Overnight, 6 threads, 1,704 SA-plus-polish runs. The new best:

[  -2,   1,   1,  -2]  [   2,   1,   2,  -1]  [  -2,   2,   1,  -1]
[  -1,   2,   4,  -1]  [  -2,   2,   2,  -2]  [  -1,  -2,   1,  -2]
[  -4,   4,  -7,  -4]  [  -2,   1,   1,  -4]  [  -1,   2,   1,  -1]

Annoyance: 42,176. The puzzle uses three pair types: pair 1 (±1, ±2), pair 3 (±3, ±4), and pair 7 (±7, ±8). Of the 36 connector slots, 30 are pair 1 — almost the whole puzzle runs on the same two interchangeable shapes. Two interior edges use pair 3, and the bottom-left piece carries a genuine orphan on its bottom edge: −7, with no +7 and no +8 (which could be flipped into a +7) anywhere in the puzzle.

An orphan is a border connector with no potential partner anywhere in the puzzle. Perfectly legal — borders aren’t constrained — but a solver, human or otherwise, has to discover that fact by trying and failing. From the player’s point of view, the −4 on the same piece’s left edge looks similarly suspicious — there are +4s in the puzzle, and the player doesn’t know they’re all already committed interior — so it acts as a decoy even though it isn’t a true orphan. Nine pieces, almost identical at a glance, with a deliberate lie and a plausible-looking distraction along the border. That’s the worst 3×3 we’ve managed to design so far.

Results: 2×2

What about the smallest interesting puzzle? 2×2 evaluations finish in microseconds, so it was cheap to throw compute at: 6 threads, max_iter=5000, t_start=500, t_end=1, polish on every run. In 6.5 minutes we got through around 240,000 runs.

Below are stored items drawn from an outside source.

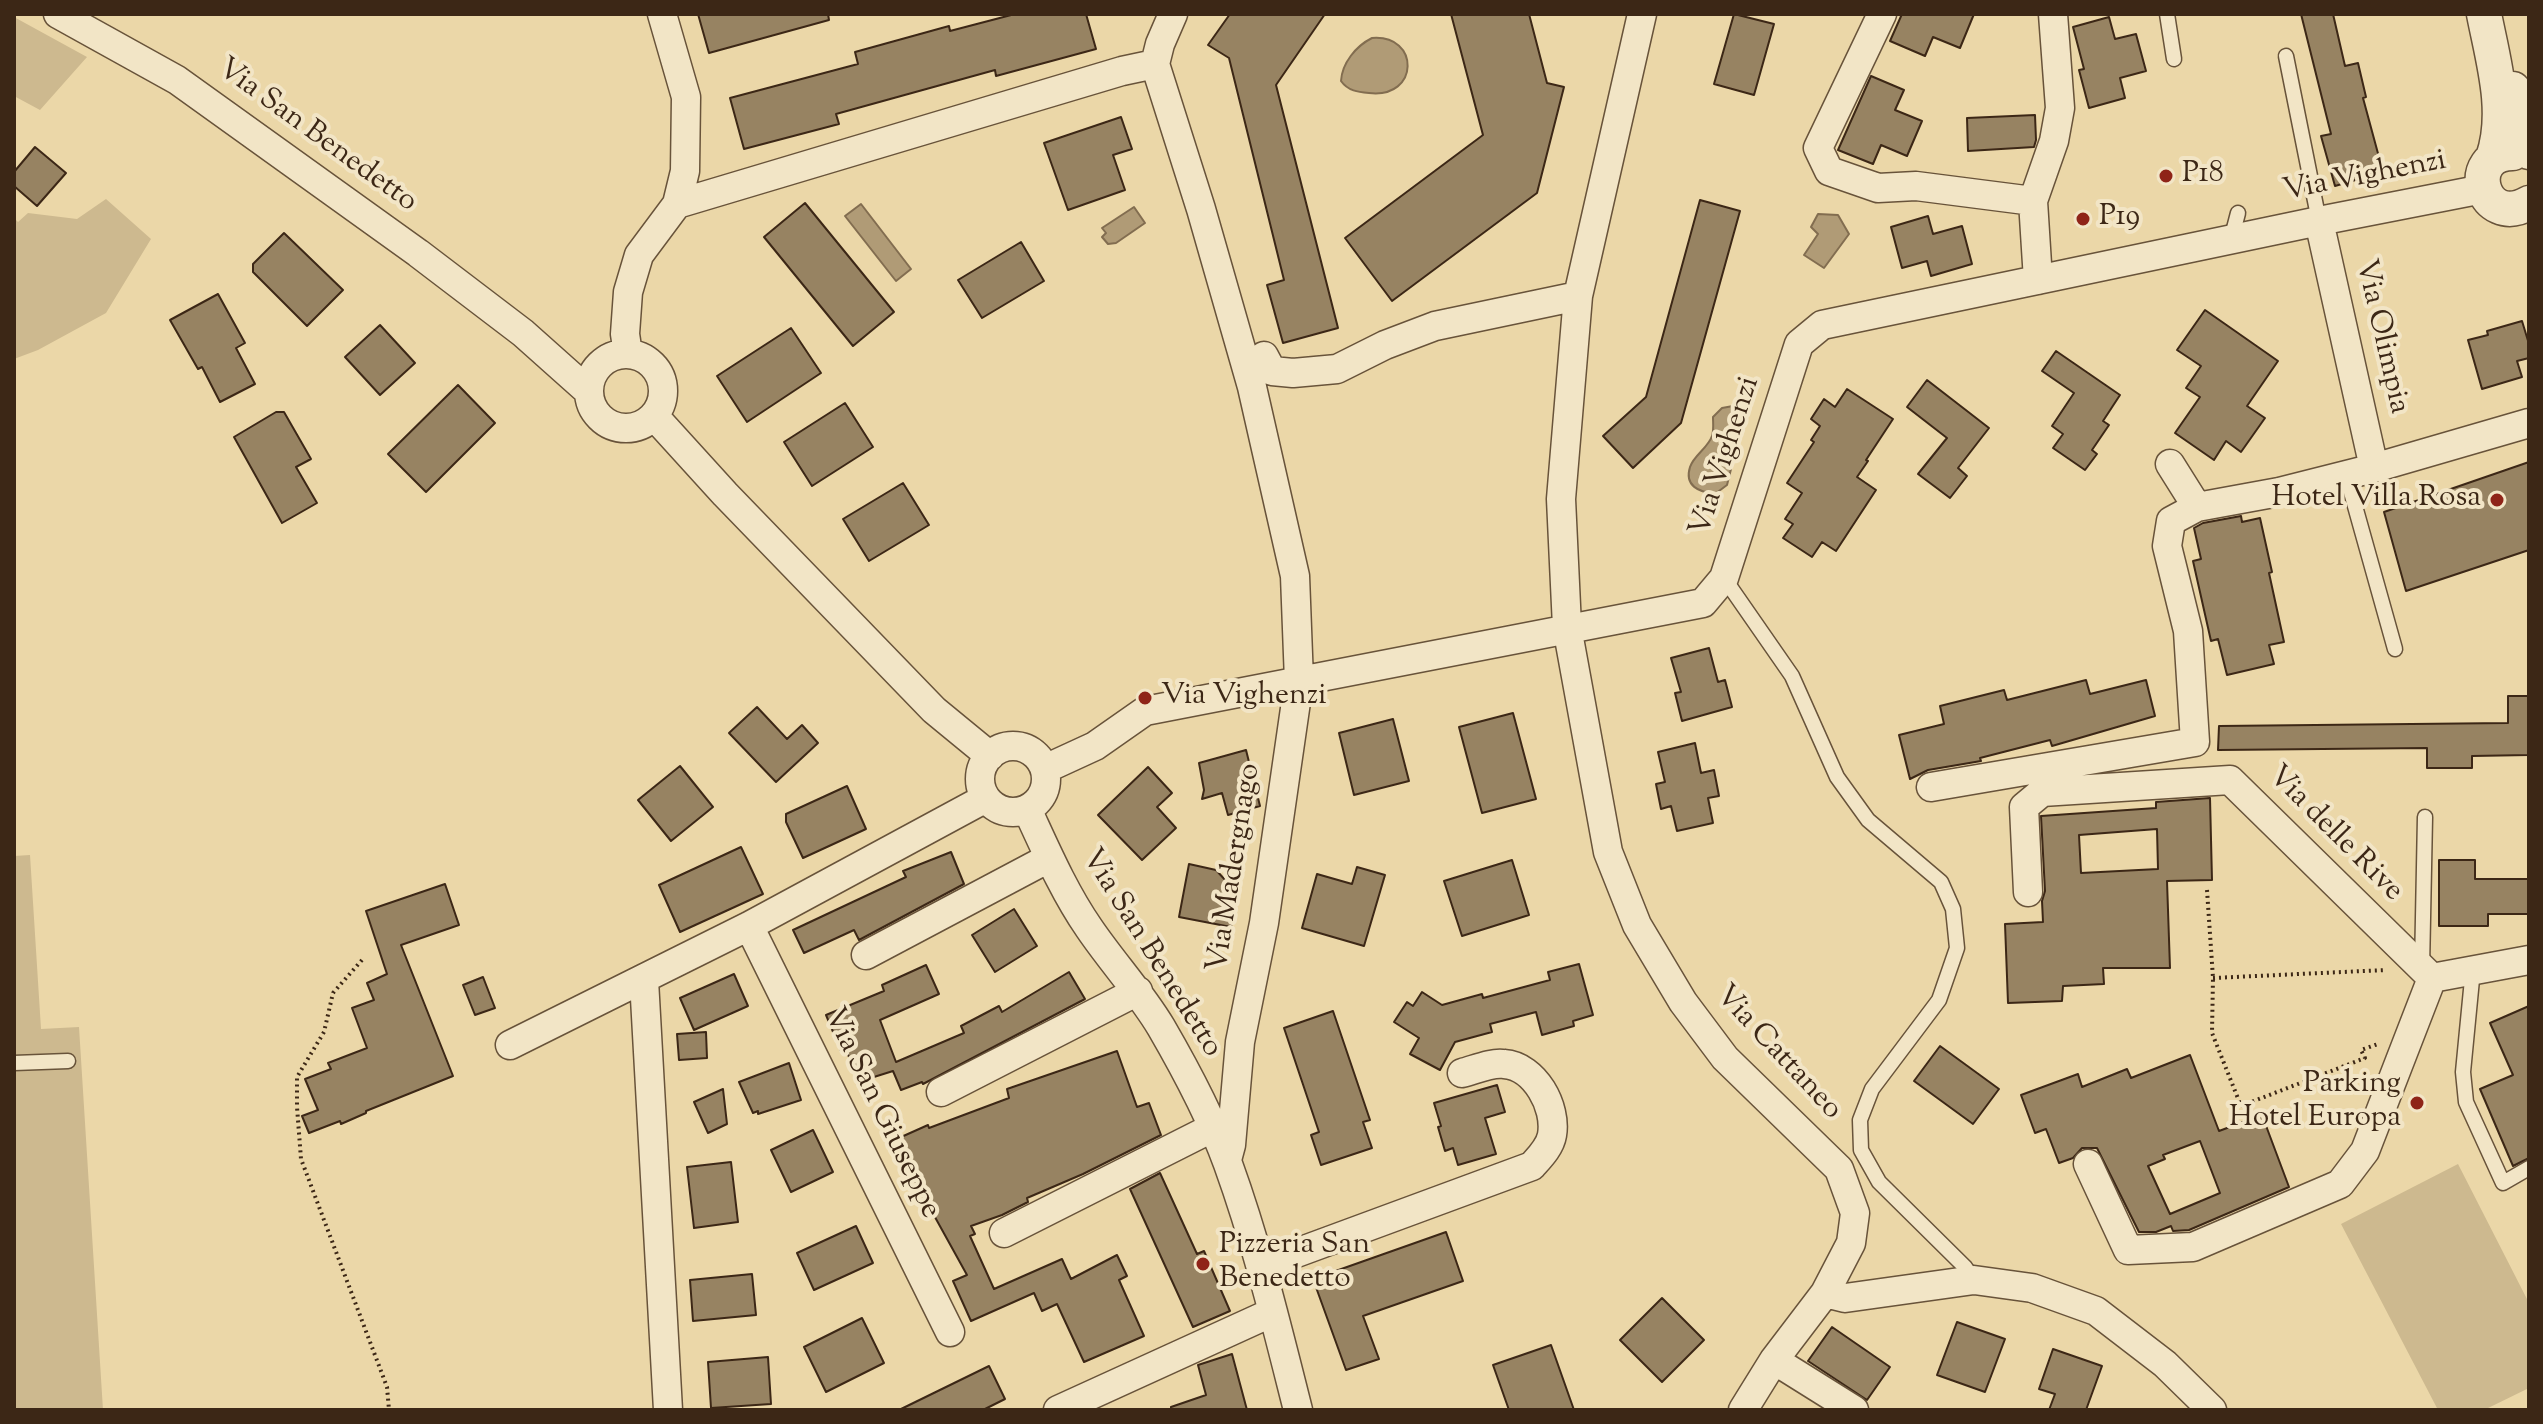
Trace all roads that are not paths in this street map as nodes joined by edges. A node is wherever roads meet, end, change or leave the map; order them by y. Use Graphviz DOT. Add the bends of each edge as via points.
graph roads {
  1 [pos="58,14"];
  2 [pos="662,14"];
  3 [pos="1173,14"];
  4 [pos="1642,14"];
  5 [pos="1882,14"];
  6 [pos="2053,14"];
  7 [pos="2167,14"];
  8 [pos="2484,14"];
  9 [pos="2286,56"];
  10 [pos="2174,59"];
  11 [pos="1155,64"];
  12 [pos="2529,152"];
  13 [pos="2529,159"];
  14 [pos="2507,197"];
  15 [pos="2033,201"];
  16 [pos="677,204"];
  17 [pos="2238,213"];
  18 [pos="2319,221"];
  19 [pos="2231,240"];
  20 [pos="2038,280"];
  21 [pos="1578,296"];
  22 [pos="523,333"];
  23 [pos="628,354"];
  24 [pos="1264,356"];
  25 [pos="601,363"];
  26 [pos="588,391"];
  27 [pos="655,417"];
  28 [pos="2529,423"];
  29 [pos="2170,464"];
  30 [pos="2360,471"];
  31 [pos="2197,507"];
  32 [pos="1724,578"];
  33 [pos="1567,627"];
  34 [pos="2395,649"];
  35 [pos="1299,681"];
  36 [pos="990,756"];
  37 [pos="1045,769"];
  38 [pos="1931,787"];
  39 [pos="986,798"];
  40 [pos="1027,809"];
  41 [pos="2425,817"];
  42 [pos="1049,858"];
  43 [pos="2028,892"];
  44 [pos="749,926"];
  45 [pos="866,955"];
  46 [pos="2529,960"];
  47 [pos="2473,969"];
  48 [pos="2427,973"];
  49 [pos="644,980"];
  50 [pos="1138,991"];
  51 [pos="510,1045"];
  52 [pos="68,1061"];
  53 [pos="14,1063"];
  54 [pos="1462,1073"];
  55 [pos="941,1092"];
  56 [pos="1212,1128"];
  57 [pos="1227,1160"];
  58 [pos="2088,1164"];
  59 [pos="2529,1168"];
  60 [pos="1004,1233"];
  61 [pos="1261,1266"];
  62 [pos="1974,1280"];
  63 [pos="1825,1293"];
  64 [pos="1273,1312"];
  65 [pos="950,1332"];
  66 [pos="1774,1360"];
  67 [pos="668,1410"];
  68 [pos="1058,1410"];
  69 [pos="1298,1410"];
  70 [pos="1743,1410"];
  71 [pos="1854,1410"];
  72 [pos="2212,1410"];
  1 -- 22 [label="street, Via San Benedetto" via="177,80"];
  2 -- 16 [label="street" via="686,97 685,171"];
  3 -- 11 [label="street"];
  4 -- 21 [label="street, Via Cattaneo"];
  5 -- 15 [label="street" via="1818,148 1829,171 1878,188 1916,186"];
  6 -- 15 [label="street" via="2060,108"];
  7 -- 10 [label="lane"];
  8 -- 12 [label="street" via="2508,69"];
  8 -- 14 [label="street" via="2500,103"];
  9 -- 18 [label="lane"];
  11 -- 16 [label="street"];
  11 -- 35 [label="street, Via Madergnago" via="1252,387 1295,576"];
  13 -- 14 [label="street" via="2509,152"];
  14 -- 18 [label="street, Via Vighenzi"];
  15 -- 20 [label="street"];
  16 -- 23 [label="street" via="639,255 628,292"];
  17 -- 19 [label="lane"];
  18 -- 19 [label="street, Via Vighenzi"];
  18 -- 30 [label="street, Via Olimpia" via="2352,340"];
  19 -- 20 [label="street, Via Vighenzi"];
  20 -- 32 [label="street, Via Vighenzi" via="1822,325 1799,344"];
  21 -- 24 [label="street" via="1435,326 1337,369 1272,371"];
  21 -- 33 [label="street, Via Cattaneo" via="1561,499"];
  22 -- 25 [label="street, Via San Benedetto"];
  22 -- 26 [label="street, Via San Benedetto"];
  23 -- 25 [label="street"];
  23 -- 27 [label="street" via="640,356 658,371 664,395"];
  25 -- 26 [label="street"];
  26 -- 27 [label="street, Via San Benedetto" via="593,409 613,426 640,427"];
  27 -- 36 [label="street" via="934,710"];
  28 -- 30 [label="street, Via Olimpia"];
  29 -- 31 [label="street"];
  30 -- 31 [label="street, Via Olimpia"];
  30 -- 34 [label="lane"];
  31 -- 38 [label="street" via="2171,521 2167,546 2188,631 2195,742"];
  32 -- 33 [label="street, Via Vighenzi" via="1703,603"];
  32 -- 62 [label="lane" via="1792,676 1837,777 1868,820 1941,882 1953,909 1957,948 1939,1000 1872,1089 1860,1120 1861,1150 1879,1182"];
  33 -- 35 [label="street, Via Vighenzi"];
  33 -- 63 [label="street, Via Cattaneo" via="1608,852 1637,925 1683,1002 1725,1058 1839,1169 1855,1213 1851,1243"];
  35 -- 37 [label="street, Via Vighenzi" via="1145,711 1095,746"];
  35 -- 57 [label="street, Via Madergnago" via="1264,923 1240,1042"];
  36 -- 37 [label="street" via="1015,746 1028,750"];
  36 -- 39 [label="street" via="980,780"];
  37 -- 40 [label="street" via="1045,788"];
  39 -- 40 [label="street" via="997,808"];
  39 -- 44 [label="street"];
  40 -- 42 [label="street, Via San Benedetto"];
  41 -- 48 [label="lane"];
  42 -- 45 [label="street"];
  42 -- 50 [label="street, Via San Benedetto" via="1088,927"];
  43 -- 48 [label="street, Via delle Rive" via="2024,807 2042,792 2230,780"];
  44 -- 49 [label="street"];
  44 -- 65 [label="street, Via San Giuseppe"];
  46 -- 47 [label="street"];
  47 -- 48 [label="street"];
  47 -- 59 [label="lane" via="2463,1072 2466,1102 2503,1183"];
  48 -- 58 [label="street" via="2365,1151 2340,1184 2193,1247 2128,1250"];
  49 -- 51 [label="street"];
  49 -- 67 [label="street"];
  50 -- 55 [label="street"];
  50 -- 56 [label="street, Via San Benedetto"];
  52 -- 53 [label="lane"];
  54 -- 61 [label="street" via="1503,1063 1517,1067 1542,1089 1553,1134 1532,1166"];
  56 -- 57 [label="street, Via San Benedetto"];
  56 -- 60 [label="street"];
  57 -- 61 [label="street, Via San Benedetto"];
  61 -- 64 [label="street, Via San Benedetto"];
  62 -- 63 [label="street" via="1845,1298"];
  62 -- 72 [label="street" via="2032,1288 2096,1311 2165,1364"];
  63 -- 66 [label="street, Via Cattaneo"];
  64 -- 68 [label="street"];
  64 -- 69 [label="street, Via San Benedetto"];
  66 -- 70 [label="street, Via Cattaneo"];
  66 -- 71 [label="street"];
}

Best 2×2: annoyance 67.50.

[   8,   7,  -8,   6]  [  -8,   7,   7,  -7]
[   8,  -8,   7,   7]  [  -7,  -8,  -6,   8]

Same recipe as the 3×3 winners. One pair used almost everywhere — pair 7 (±7, ±8) for 14 of the 16 slots — plus a ±6 pair of decoys on the borders.

The shape of the distribution is the interesting bit. Six threads each, independently, reached exactly 67.00 — six new-best records at the same score. Only one thread, after 33,865 runs, pushed past it to 67.50. Everything else clustered in the 45–60 range.

A quick sanity check on the ratio. Annoyance = nodes / solutions, and 2×2 has at least 8 symmetric solutions, so:

67.00 = 536 search nodes across 8 solutions
67.50 = 540 search nodes across 8 solutions

A four-node gap. At this scale, six seeds converging on the same number — and 240,000 runs failing to beat it by more than 0.5 — is strong evidence that we’ve found the global optimum, or are within a handful of nodes of it.

Open questions

Is 42,176 near the ceiling for 3×3, or can a longer run with more polish push it further? Unclear.
Solver upgrades that might reshape the landscape: forward-checking before committing; degree-heuristic tie-breaking inside MRV; symmetry breaking (which shrinks both numerator and denominator of annoyance together and so doesn’t change the score, but would speed up evaluation).

If you tried any of the puzzles on this post and you’re now upset, please refer to the notice at the top of the post.